Your objective => Transcribe every record that appears below, exactly and in full.

Extracted data =>
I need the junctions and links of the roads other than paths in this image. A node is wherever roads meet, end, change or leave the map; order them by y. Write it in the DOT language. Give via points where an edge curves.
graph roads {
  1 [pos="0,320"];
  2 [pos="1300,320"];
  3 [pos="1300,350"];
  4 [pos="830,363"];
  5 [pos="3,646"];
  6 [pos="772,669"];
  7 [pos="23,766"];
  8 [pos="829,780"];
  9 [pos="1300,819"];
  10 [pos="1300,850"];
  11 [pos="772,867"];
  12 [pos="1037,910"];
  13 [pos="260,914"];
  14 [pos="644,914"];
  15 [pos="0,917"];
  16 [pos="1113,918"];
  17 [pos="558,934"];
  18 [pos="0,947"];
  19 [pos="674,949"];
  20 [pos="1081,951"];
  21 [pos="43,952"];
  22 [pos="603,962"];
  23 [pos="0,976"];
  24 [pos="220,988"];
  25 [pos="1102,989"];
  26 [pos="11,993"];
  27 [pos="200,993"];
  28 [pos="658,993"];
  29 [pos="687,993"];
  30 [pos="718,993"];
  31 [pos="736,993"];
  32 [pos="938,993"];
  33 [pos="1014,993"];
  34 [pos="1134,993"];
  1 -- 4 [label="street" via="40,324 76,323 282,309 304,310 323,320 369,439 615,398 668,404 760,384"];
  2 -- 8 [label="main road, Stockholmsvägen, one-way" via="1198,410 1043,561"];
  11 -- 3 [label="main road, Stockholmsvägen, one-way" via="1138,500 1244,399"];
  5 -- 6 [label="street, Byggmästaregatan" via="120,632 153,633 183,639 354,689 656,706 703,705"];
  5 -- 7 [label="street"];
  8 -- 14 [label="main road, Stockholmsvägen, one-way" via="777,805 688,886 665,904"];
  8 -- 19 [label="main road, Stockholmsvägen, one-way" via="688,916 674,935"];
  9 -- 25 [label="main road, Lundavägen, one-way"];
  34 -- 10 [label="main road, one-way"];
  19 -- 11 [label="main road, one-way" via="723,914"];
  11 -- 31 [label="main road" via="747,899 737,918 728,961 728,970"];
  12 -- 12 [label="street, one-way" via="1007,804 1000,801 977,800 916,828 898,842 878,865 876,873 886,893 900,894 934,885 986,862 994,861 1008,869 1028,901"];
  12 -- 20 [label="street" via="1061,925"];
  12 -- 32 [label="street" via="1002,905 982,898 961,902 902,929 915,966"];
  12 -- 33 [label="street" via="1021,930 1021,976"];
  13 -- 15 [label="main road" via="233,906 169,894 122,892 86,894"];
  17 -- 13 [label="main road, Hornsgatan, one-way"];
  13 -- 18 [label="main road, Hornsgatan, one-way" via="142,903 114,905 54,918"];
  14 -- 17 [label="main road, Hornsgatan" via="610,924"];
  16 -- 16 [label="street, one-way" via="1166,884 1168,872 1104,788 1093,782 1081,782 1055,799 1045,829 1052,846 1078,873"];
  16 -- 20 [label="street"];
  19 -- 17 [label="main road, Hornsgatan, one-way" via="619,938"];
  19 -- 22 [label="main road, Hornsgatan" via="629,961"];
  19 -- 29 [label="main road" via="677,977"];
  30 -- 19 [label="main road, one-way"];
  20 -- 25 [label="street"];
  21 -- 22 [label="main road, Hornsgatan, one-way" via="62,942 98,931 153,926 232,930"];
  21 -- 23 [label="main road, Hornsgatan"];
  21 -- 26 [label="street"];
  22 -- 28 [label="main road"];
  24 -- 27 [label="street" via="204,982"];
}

Response for this exercise =>
I need the junctions and links of the roads other than paths in this image. A node is wherever roads meet, end, change or leave the map; order them by y. Write it in the DOT language. Give via points where an edge curves.
graph roads {
  1 [pos="0,320"];
  2 [pos="1300,320"];
  3 [pos="1300,350"];
  4 [pos="830,363"];
  5 [pos="3,646"];
  6 [pos="772,669"];
  7 [pos="23,766"];
  8 [pos="829,780"];
  9 [pos="1300,819"];
  10 [pos="1300,850"];
  11 [pos="772,867"];
  12 [pos="1037,910"];
  13 [pos="260,914"];
  14 [pos="644,914"];
  15 [pos="0,917"];
  16 [pos="1113,918"];
  17 [pos="558,934"];
  18 [pos="0,947"];
  19 [pos="674,949"];
  20 [pos="1081,951"];
  21 [pos="43,952"];
  22 [pos="603,962"];
  23 [pos="0,976"];
  24 [pos="220,988"];
  25 [pos="1102,989"];
  26 [pos="11,993"];
  27 [pos="200,993"];
  28 [pos="658,993"];
  29 [pos="687,993"];
  30 [pos="718,993"];
  31 [pos="736,993"];
  32 [pos="938,993"];
  33 [pos="1014,993"];
  34 [pos="1134,993"];
  1 -- 4 [label="street" via="40,324 76,323 282,309 304,310 323,320 369,439 615,398 668,404 760,384"];
  2 -- 8 [label="main road, Stockholmsvägen, one-way" via="1198,410 1043,561"];
  11 -- 3 [label="main road, Stockholmsvägen, one-way" via="1138,500 1244,399"];
  5 -- 6 [label="street, Byggmästaregatan" via="120,632 153,633 183,639 354,689 656,706 703,705"];
  5 -- 7 [label="street"];
  8 -- 14 [label="main road, Stockholmsvägen, one-way" via="777,805 688,886 665,904"];
  8 -- 19 [label="main road, Stockholmsvägen, one-way" via="688,916 674,935"];
  9 -- 25 [label="main road, Lundavägen, one-way"];
  34 -- 10 [label="main road, one-way"];
  19 -- 11 [label="main road, one-way" via="723,914"];
  11 -- 31 [label="main road" via="747,899 737,918 728,961 728,970"];
  12 -- 12 [label="street, one-way" via="1007,804 1000,801 977,800 916,828 898,842 878,865 876,873 886,893 900,894 934,885 986,862 994,861 1008,869 1028,901"];
  12 -- 20 [label="street" via="1061,925"];
  12 -- 32 [label="street" via="1002,905 982,898 961,902 902,929 915,966"];
  12 -- 33 [label="street" via="1021,930 1021,976"];
  13 -- 15 [label="main road" via="233,906 169,894 122,892 86,894"];
  17 -- 13 [label="main road, Hornsgatan, one-way"];
  13 -- 18 [label="main road, Hornsgatan, one-way" via="142,903 114,905 54,918"];
  14 -- 17 [label="main road, Hornsgatan" via="610,924"];
  16 -- 16 [label="street, one-way" via="1166,884 1168,872 1104,788 1093,782 1081,782 1055,799 1045,829 1052,846 1078,873"];
  16 -- 20 [label="street"];
  19 -- 17 [label="main road, Hornsgatan, one-way" via="619,938"];
  19 -- 22 [label="main road, Hornsgatan" via="629,961"];
  19 -- 29 [label="main road" via="677,977"];
  30 -- 19 [label="main road, one-way"];
  20 -- 25 [label="street"];
  21 -- 22 [label="main road, Hornsgatan, one-way" via="62,942 98,931 153,926 232,930"];
  21 -- 23 [label="main road, Hornsgatan"];
  21 -- 26 [label="street"];
  22 -- 28 [label="main road"];
  24 -- 27 [label="street" via="204,982"];
}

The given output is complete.